→ EXERCISE INSTRUCTIONS
Read through the lines below for the string "order" and copy each one that has it.
══════════════════════════════
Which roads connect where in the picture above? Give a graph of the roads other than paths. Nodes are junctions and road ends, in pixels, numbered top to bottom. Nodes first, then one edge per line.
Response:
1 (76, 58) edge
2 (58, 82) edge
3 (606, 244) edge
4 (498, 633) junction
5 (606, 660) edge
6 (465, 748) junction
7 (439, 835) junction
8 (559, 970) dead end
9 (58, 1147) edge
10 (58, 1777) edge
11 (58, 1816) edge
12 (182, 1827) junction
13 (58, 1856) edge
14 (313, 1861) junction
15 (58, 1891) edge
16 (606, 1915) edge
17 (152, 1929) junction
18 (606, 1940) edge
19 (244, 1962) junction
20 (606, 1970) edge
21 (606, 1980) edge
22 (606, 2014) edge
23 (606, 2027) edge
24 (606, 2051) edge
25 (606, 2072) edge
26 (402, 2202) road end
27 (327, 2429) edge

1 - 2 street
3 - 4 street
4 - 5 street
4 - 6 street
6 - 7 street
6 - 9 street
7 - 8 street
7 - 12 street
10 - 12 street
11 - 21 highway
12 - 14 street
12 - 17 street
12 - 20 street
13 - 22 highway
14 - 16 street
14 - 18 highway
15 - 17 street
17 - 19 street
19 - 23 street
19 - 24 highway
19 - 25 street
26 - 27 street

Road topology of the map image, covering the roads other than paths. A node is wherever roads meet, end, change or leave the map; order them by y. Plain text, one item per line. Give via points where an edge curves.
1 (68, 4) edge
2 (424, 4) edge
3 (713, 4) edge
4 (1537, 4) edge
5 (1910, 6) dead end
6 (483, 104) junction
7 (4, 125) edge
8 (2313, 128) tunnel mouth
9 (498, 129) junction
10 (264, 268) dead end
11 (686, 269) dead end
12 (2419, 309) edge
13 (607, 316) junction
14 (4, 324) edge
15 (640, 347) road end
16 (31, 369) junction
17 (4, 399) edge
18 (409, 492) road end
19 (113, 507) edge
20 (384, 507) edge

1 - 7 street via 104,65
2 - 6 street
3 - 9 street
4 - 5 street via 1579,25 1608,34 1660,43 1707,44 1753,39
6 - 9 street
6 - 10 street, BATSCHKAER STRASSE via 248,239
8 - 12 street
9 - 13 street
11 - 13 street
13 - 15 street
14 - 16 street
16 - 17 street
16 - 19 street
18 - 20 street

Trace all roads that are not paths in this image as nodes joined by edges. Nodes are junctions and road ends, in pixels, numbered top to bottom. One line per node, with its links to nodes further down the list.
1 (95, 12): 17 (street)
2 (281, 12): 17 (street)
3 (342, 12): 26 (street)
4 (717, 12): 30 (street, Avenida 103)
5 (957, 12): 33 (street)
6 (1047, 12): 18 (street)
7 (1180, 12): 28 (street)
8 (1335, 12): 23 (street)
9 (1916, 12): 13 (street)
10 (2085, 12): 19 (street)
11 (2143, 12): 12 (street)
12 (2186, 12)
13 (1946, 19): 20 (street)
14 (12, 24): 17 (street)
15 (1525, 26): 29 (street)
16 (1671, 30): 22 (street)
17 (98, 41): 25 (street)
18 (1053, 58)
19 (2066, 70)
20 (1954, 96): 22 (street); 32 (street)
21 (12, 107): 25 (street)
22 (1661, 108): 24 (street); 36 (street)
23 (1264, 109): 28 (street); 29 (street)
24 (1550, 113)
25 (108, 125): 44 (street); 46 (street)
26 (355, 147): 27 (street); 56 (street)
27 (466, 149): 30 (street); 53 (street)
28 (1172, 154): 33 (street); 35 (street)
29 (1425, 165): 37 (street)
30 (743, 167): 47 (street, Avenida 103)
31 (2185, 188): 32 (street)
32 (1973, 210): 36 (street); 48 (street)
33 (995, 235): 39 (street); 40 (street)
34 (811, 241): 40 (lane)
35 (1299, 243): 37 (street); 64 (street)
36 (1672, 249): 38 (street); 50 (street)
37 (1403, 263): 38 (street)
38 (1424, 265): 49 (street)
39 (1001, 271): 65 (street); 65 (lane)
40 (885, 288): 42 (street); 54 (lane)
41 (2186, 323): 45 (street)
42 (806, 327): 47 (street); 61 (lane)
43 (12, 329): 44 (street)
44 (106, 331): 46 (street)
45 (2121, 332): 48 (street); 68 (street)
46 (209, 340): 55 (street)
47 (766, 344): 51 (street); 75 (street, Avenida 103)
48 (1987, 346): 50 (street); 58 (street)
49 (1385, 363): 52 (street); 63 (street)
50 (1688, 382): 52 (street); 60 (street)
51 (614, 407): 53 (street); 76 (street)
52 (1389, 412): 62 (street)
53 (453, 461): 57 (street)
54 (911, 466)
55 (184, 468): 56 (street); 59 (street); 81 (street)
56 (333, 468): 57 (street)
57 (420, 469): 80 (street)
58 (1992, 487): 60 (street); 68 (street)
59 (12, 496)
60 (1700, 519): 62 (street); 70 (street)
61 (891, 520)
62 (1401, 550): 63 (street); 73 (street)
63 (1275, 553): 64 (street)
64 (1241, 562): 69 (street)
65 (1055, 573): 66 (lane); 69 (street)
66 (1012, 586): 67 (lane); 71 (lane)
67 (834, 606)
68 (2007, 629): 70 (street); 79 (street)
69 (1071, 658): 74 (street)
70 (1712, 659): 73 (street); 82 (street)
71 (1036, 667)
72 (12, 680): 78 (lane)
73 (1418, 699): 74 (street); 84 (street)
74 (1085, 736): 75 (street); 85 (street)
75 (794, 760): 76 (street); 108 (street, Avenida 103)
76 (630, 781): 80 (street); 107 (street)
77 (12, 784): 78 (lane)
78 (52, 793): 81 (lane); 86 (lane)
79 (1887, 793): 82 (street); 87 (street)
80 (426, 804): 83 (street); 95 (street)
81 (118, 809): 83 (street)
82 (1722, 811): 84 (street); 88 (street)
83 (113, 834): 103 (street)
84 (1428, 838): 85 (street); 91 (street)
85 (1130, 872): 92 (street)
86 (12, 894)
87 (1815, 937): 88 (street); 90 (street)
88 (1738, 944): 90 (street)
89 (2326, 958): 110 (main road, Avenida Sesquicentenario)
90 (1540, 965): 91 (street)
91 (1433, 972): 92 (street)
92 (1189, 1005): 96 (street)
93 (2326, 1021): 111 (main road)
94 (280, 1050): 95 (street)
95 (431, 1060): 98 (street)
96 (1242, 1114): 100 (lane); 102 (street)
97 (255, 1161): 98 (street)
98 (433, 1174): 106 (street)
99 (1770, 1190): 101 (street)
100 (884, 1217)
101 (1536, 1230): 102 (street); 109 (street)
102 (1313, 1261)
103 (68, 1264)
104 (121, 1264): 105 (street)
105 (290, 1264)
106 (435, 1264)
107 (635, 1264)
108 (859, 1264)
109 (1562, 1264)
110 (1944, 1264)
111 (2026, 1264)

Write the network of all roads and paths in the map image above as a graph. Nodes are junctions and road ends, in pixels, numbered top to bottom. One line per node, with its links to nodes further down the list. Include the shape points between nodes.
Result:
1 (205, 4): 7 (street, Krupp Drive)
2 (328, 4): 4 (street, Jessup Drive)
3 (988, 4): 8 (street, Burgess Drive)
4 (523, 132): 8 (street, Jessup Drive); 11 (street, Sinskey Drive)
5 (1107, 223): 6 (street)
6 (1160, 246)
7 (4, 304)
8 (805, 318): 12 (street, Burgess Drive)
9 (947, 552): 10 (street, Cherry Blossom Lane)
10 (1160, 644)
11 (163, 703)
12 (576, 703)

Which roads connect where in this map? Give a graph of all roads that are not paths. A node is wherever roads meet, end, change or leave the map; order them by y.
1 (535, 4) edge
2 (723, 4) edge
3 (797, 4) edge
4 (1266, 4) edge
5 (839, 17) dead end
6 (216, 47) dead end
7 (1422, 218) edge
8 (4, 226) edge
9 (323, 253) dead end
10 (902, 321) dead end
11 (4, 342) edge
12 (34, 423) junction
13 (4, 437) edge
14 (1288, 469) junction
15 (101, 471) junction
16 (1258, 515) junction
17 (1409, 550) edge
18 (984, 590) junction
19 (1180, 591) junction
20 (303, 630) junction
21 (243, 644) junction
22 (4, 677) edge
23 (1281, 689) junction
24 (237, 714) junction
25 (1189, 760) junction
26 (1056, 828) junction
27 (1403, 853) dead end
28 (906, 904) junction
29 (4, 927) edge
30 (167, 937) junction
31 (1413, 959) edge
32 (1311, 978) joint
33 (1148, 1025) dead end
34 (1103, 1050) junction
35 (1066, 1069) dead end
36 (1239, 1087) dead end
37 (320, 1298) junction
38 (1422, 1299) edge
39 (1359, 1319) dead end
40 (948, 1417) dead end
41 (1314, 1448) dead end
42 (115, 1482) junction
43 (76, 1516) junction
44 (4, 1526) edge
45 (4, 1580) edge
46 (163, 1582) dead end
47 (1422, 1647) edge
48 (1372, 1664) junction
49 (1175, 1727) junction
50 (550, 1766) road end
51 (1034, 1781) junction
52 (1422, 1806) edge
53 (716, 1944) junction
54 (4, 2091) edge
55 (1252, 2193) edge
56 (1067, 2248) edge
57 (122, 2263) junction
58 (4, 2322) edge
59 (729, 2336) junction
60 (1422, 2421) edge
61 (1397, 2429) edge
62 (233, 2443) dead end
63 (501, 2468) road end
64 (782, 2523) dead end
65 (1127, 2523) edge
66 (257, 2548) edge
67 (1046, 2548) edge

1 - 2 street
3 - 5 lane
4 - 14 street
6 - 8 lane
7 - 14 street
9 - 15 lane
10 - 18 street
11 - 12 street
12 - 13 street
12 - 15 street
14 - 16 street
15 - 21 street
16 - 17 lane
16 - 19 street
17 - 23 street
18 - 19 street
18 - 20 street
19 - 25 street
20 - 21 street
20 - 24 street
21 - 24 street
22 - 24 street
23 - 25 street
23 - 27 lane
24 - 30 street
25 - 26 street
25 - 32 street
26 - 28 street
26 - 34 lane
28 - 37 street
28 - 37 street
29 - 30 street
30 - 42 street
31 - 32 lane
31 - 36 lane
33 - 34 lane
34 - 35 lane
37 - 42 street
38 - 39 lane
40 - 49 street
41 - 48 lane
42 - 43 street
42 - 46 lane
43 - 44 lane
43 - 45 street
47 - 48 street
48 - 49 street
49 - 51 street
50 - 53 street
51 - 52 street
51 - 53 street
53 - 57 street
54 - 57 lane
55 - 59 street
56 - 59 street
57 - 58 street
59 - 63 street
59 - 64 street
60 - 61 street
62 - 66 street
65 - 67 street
══════════════════════════════
→ TASK RESPONSE
Road topology of the map image, covering the roads other than paths. A node is wherever roads meet, end, change or leave the map; order them by y. Plain text, one item per line. Give via points where an edge curves.
Which roads connect where in this map? Give a graph of all roads that are not paths. A node is wherever roads meet, end, change or leave the map; order them by y.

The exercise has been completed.